Homestead by April Nelson

 

Looking back, we were all so earnest,

gathering for our monthly potlucks

of rice and beans and lumpy breads.

 

Squatting in the cold March mud

to thumb in the broccoli, our breath

small clouds hanging in the damp, chill air.

 

And the knitting! My god, the knitting!

We did it endlessly, when we weren’t

spinning the wool, or the honey. Sweaters

and shawls and gloves and hats: small wonder

we didn’t clothe the sheep themselves in wool wraps.

 

The chickens, the pigs.

The chickweed, the pigweed.

Hauling the slops to the pigs, the pigs

to the butcher, the pork chops to the freezer.

It never stopped.

 

What was it then, that changed? What was it that made us say

“that’s enough,” and scrub our hands raw at the sink

until every trace of soil was gone from under our nails?

 

It wasn’t the goodness of the first tomato of summer

or the soft down of the chicks

that did us in. Heaven knows those were gifts,

plain and simple.

It was something more basic.

One mud-tracked rug too many,

another torn fingernail,

too many five grain casseroles and no desserts at the potluck.

 

Something as little as that.

 

We sold off

the chickens, the tiller. Gave up the lease and

moved back to the rhythm and hum of the city.

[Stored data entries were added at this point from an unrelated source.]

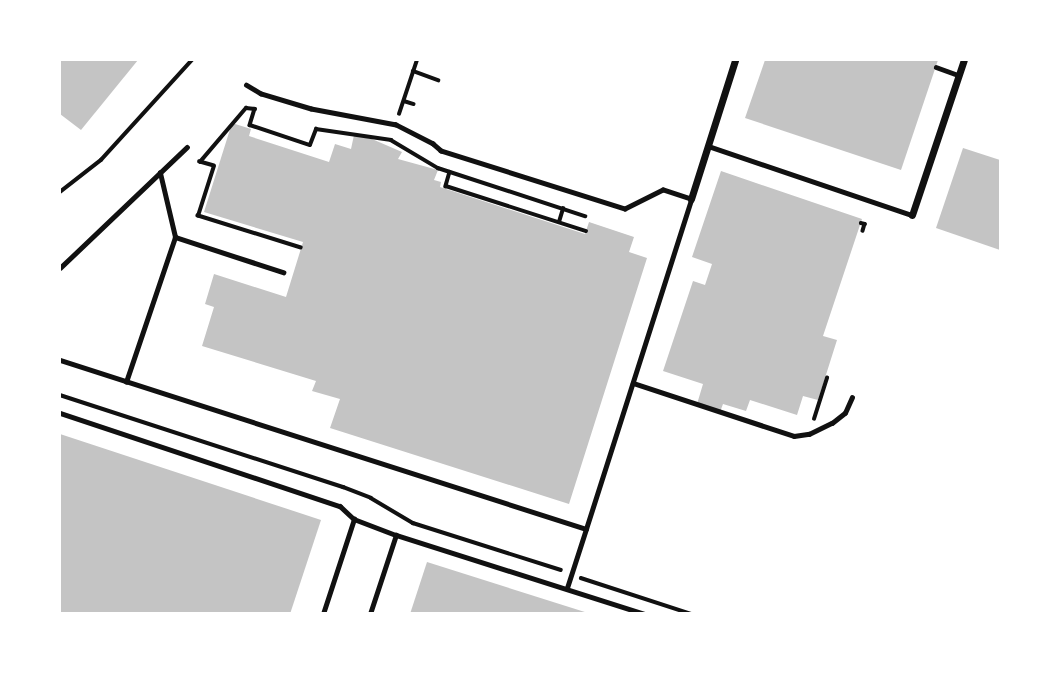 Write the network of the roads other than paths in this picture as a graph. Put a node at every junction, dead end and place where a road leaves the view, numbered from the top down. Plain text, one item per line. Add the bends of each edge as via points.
1 (735, 60) edge
2 (964, 60) edge
3 (936, 67) dead end
4 (959, 75) junction
5 (246, 85) dead end
6 (708, 146) junction
7 (187, 147) dead end
8 (160, 173) junction
9 (691, 199) junction
10 (912, 215) joint
11 (175, 237) junction
12 (60, 268) edge
13 (283, 272) dead end
14 (60, 360) edge
15 (127, 382) junction
16 (633, 383) junction
17 (852, 397) dead end
18 (60, 413) edge
19 (354, 519) junction
20 (586, 529) junction
21 (396, 535) junction
22 (567, 588) junction
23 (323, 614) edge
24 (370, 614) edge
25 (645, 614) edge

1 - 6 street
2 - 4 street
3 - 4 lane
4 - 10 street
5 - 9 lane via 311,109 396,125 441,150 625,209 663,190
6 - 9 street
6 - 10 lane
7 - 8 lane
8 - 11 lane
8 - 12 lane
9 - 16 lane
11 - 13 lane
11 - 15 lane
14 - 15 lane
15 - 20 lane
16 - 17 lane via 783,435 809,434 845,413
16 - 20 lane
18 - 19 lane via 340,506
19 - 21 lane
19 - 23 lane
20 - 22 lane
21 - 22 lane
21 - 24 lane
22 - 25 lane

Never looked back, never kept track of the cost,

plus or minus. What good would have come of that?

Nothing but heartache and some tallies on a sheet of paper.

 

No, better to leave that door closed: the knitting unfinished, the herbs gone wild,

the heart gone to seed.

 

 

April Nelson had her poetry accepted for publication in The Young Voice (Ashland Poetry Press, 1974). She then pursued other paths before returning to writing. Her poem, “The Jew In The Pew,” was published in Rise Up Review in May 2017. She writes a monthly column in The Myeloma Beacon and is a founding member of a local poetry writing club, originally known as the Death and Dying Poetry Club.